Saved data entries
● ● ● ● ●

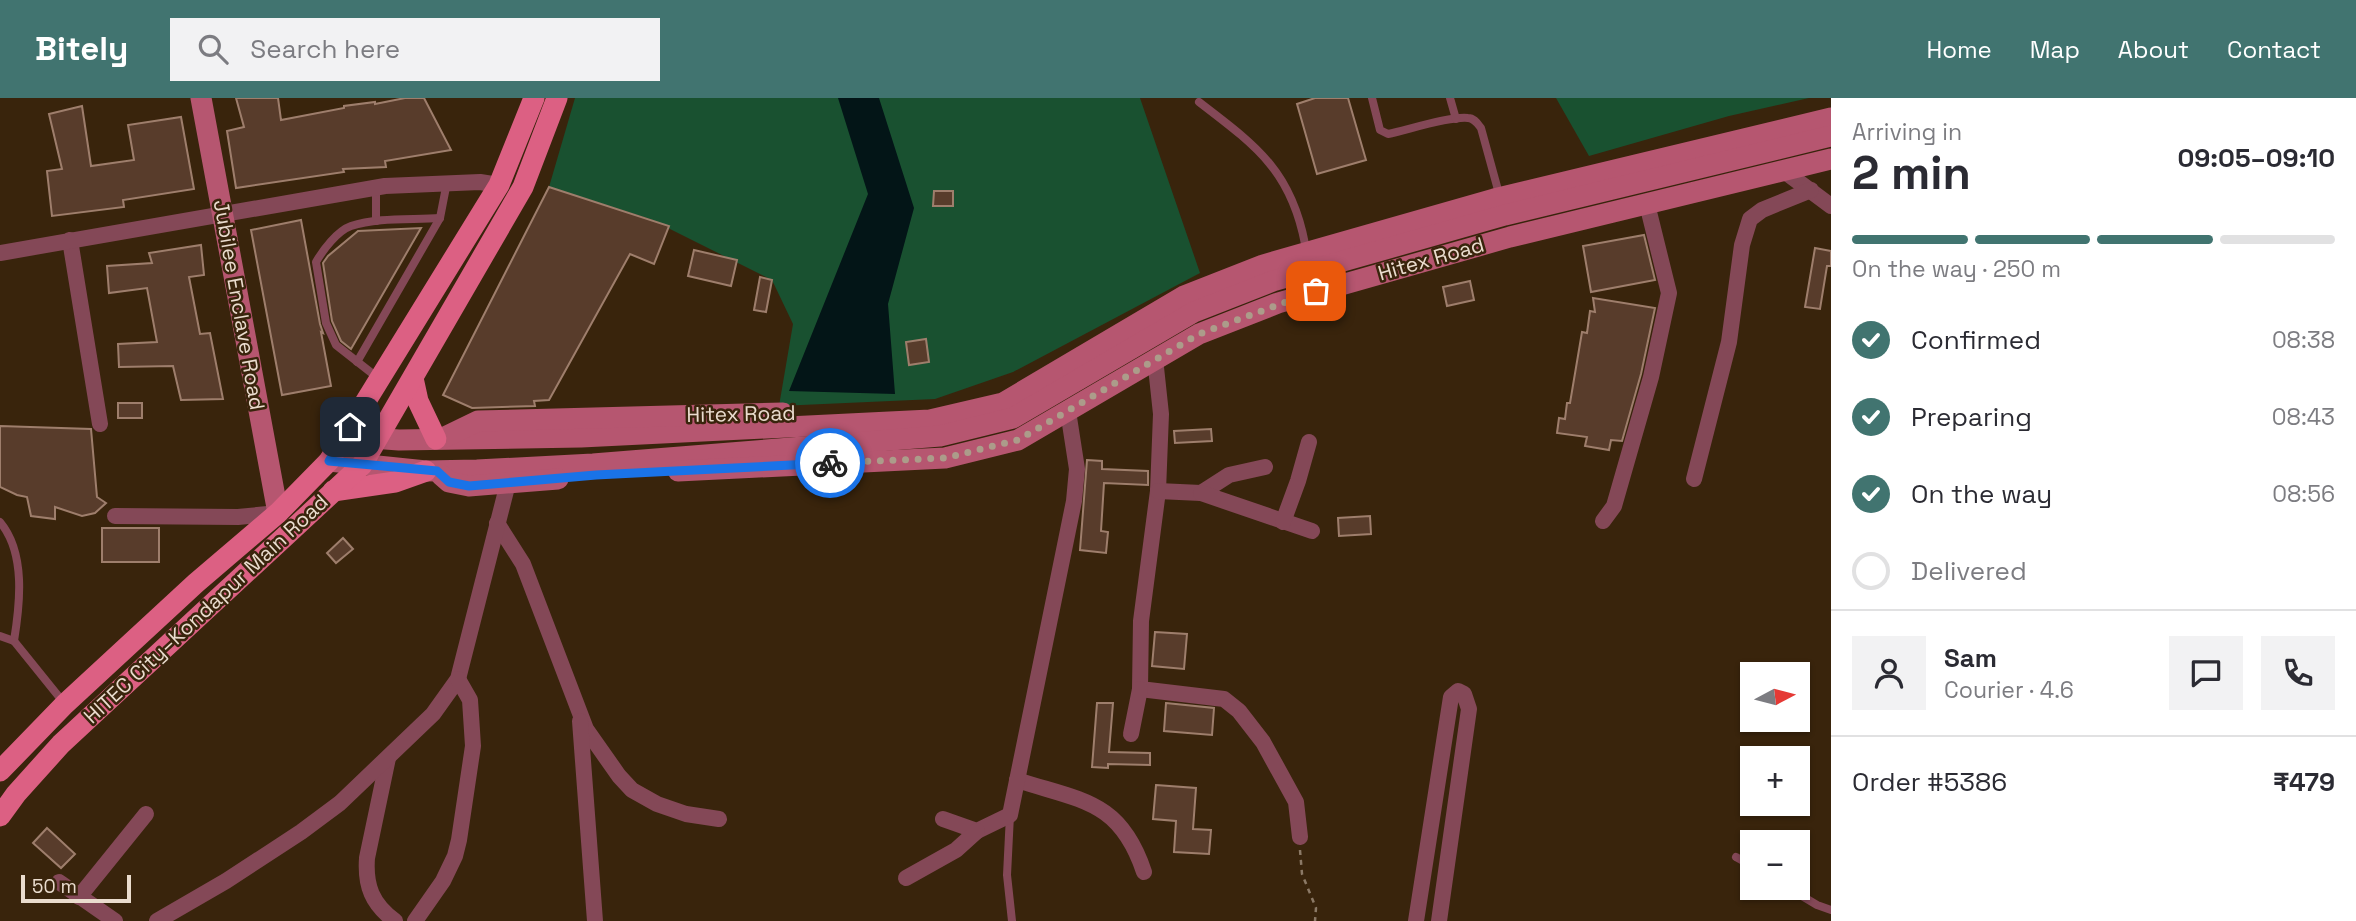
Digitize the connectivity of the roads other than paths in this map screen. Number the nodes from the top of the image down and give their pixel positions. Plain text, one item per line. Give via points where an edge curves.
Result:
1 (201, 98) edge
2 (534, 98) edge
3 (557, 98) edge
4 (1372, 98) edge
5 (1450, 98) edge
6 (1199, 102) dead end
7 (1831, 104) edge
8 (1831, 118) edge
9 (1456, 119) junction
10 (1831, 136) edge
11 (1831, 159) edge
12 (1784, 171) junction
13 (447, 182) junction
14 (499, 185) junction
15 (376, 188) junction
16 (1498, 190) junction
17 (1811, 190) junction
18 (1647, 204) junction
19 (1831, 206) edge
20 (223, 214) junction
21 (440, 218) junction
22 (376, 221) junction
23 (70, 240) junction
24 (1305, 244) junction
25 (0, 253) edge
26 (454, 258) junction
27 (475, 270) junction
28 (1155, 358) junction
29 (357, 362) junction
30 (379, 378) junction
31 (413, 378) junction
32 (1068, 411) junction
33 (100, 424) dead end
34 (344, 436) junction
35 (376, 440) junction
36 (438, 440) junction
37 (1309, 442) dead end
38 (329, 461) junction
39 (362, 465) junction
40 (1265, 467) dead end
41 (431, 471) junction
42 (1694, 479) dead end
43 (508, 483) junction
44 (333, 491) junction
45 (1157, 491) junction
46 (1201, 494) junction
47 (278, 513) junction
48 (115, 516) dead end
49 (1603, 521) dead end
50 (0, 522) edge
51 (1283, 522) junction
52 (497, 523) junction
53 (1312, 531) dead end
54 (0, 636) edge
55 (14, 641) junction
56 (458, 679) junction
57 (1140, 689) junction
58 (65, 704) junction
59 (579, 715) junction
60 (1130, 734) dead end
61 (388, 758) junction
62 (0, 771) edge
63 (1017, 780) junction
64 (146, 814) dead end
65 (1010, 815) junction
66 (0, 816) edge
67 (943, 819) dead end
68 (719, 820) dead end
69 (977, 831) junction
70 (1300, 837) road end
71 (1736, 857) dead end
72 (1740, 859) edge
73 (1144, 872) dead end
74 (906, 878) dead end
75 (59, 883) dead end
76 (79, 897) junction
77 (1809, 900) edge
78 (1831, 910) edge
79 (115, 921) edge
80 (157, 921) edge
81 (395, 921) edge
82 (415, 921) edge
83 (595, 921) edge
84 (1012, 921) edge
85 (1416, 921) edge
86 (1439, 921) edge

1 - 20 street, Jubilee Enclave Road
2 - 14 main road, HITEC City–Kondapur Main Road
3 - 27 main road, HITEC City–Kondapur Main Road via 523,187
4 - 9 lane via 1380,130 1388,134
5 - 9 lane
6 - 24 lane via 1252,142 1283,180
7 - 16 street, Hitex Road
8 - 36 street, Hitex Road via 1501,197 1263,265 1184,296 1003,403 930,420
9 - 16 lane via 1470,117 1481,128
10 - 41 street, Hitex Road via 1505,215 1273,281 1194,312 1013,418 940,436 593,464
11 - 12 street, Hitex Road
12 - 17 street
12 - 18 street, Hitex Road
13 - 14 street
13 - 15 street
13 - 21 lane
14 - 26 main road, HITEC City–Kondapur Main Road
15 - 20 street
15 - 22 lane
16 - 24 street, Hitex Road
17 - 19 street
17 - 42 street via 1750,219 1742,245 1729,342
18 - 28 street, Hitex Road via 1316,291 1199,334
18 - 49 street via 1669,293 1644,403 1614,506
20 - 23 street
20 - 47 street, Jubilee Enclave Road
21 - 22 lane
21 - 29 lane
22 - 29 lane via 348,227 316,262 326,323 336,345
23 - 25 street
23 - 33 street
24 - 36 street, Hitex Road via 1237,265 1174,293 999,391 928,411 478,421
26 - 27 main road
26 - 30 main road, HITEC City–Kondapur Main Road
27 - 31 main road, HITEC City–Kondapur Main Road
28 - 32 street, Hitex Road
28 - 45 street via 1161,414
29 - 30 lane
30 - 34 main road, HITEC City–Kondapur Main Road
31 - 35 main road, HITEC City–Kondapur Main Road
31 - 36 main road via 418,401
32 - 43 street, Hitex Road via 1018,440 945,458
32 - 63 street via 1077,469 1074,501
34 - 35 street, Hitex Road
34 - 38 main road, HITEC City–Kondapur Main Road
35 - 36 street, Hitex Road
35 - 39 main road, HITEC City–Kondapur Main Road
37 - 51 street
38 - 39 street, Hitex Road
38 - 47 main road, HITEC City–Kondapur Main Road
39 - 41 street, Hitex Road
39 - 44 main road, HITEC City–Kondapur Main Road
40 - 46 street via 1229,475
41 - 43 street, Hitex Road via 449,482 469,486
41 - 44 main road via 395,482
43 - 52 street
44 - 66 main road, HITEC City–Kondapur Main Road via 61,744
45 - 46 street
45 - 57 street via 1141,621
46 - 51 street
47 - 48 street
47 - 58 main road, HITEC City–Kondapur Main Road
50 - 55 lane via 14,548 18,574 20,604
51 - 53 street
52 - 56 street
52 - 59 street via 523,564
54 - 55 lane
55 - 58 lane
56 - 61 street via 433,714
56 - 82 street via 470,700 472,746 459,840 443,881
57 - 60 street
57 - 70 street via 1224,699 1239,711 1263,742 1296,803
58 - 62 main road, HITEC City–Kondapur Main Road
59 - 68 street via 632,790 685,814
59 - 83 street
61 - 80 street via 301,832
61 - 81 street via 366,873 371,897
63 - 65 street
63 - 73 street via 1100,808 1127,832
64 - 76 street
65 - 69 street
65 - 84 lane via 1007,876
67 - 69 street
69 - 74 street via 956,850
71 - 72 lane
75 - 76 street
76 - 79 street
77 - 78 lane
85 - 86 street via 1451,697 1458,691 1464,694 1469,709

● ● ● ● ●

→ Instructions to follow: Please copy out each line of the data in which the word "Jubilee" occurs.

→ Response area:
1 - 20 street, Jubilee Enclave Road
20 - 47 street, Jubilee Enclave Road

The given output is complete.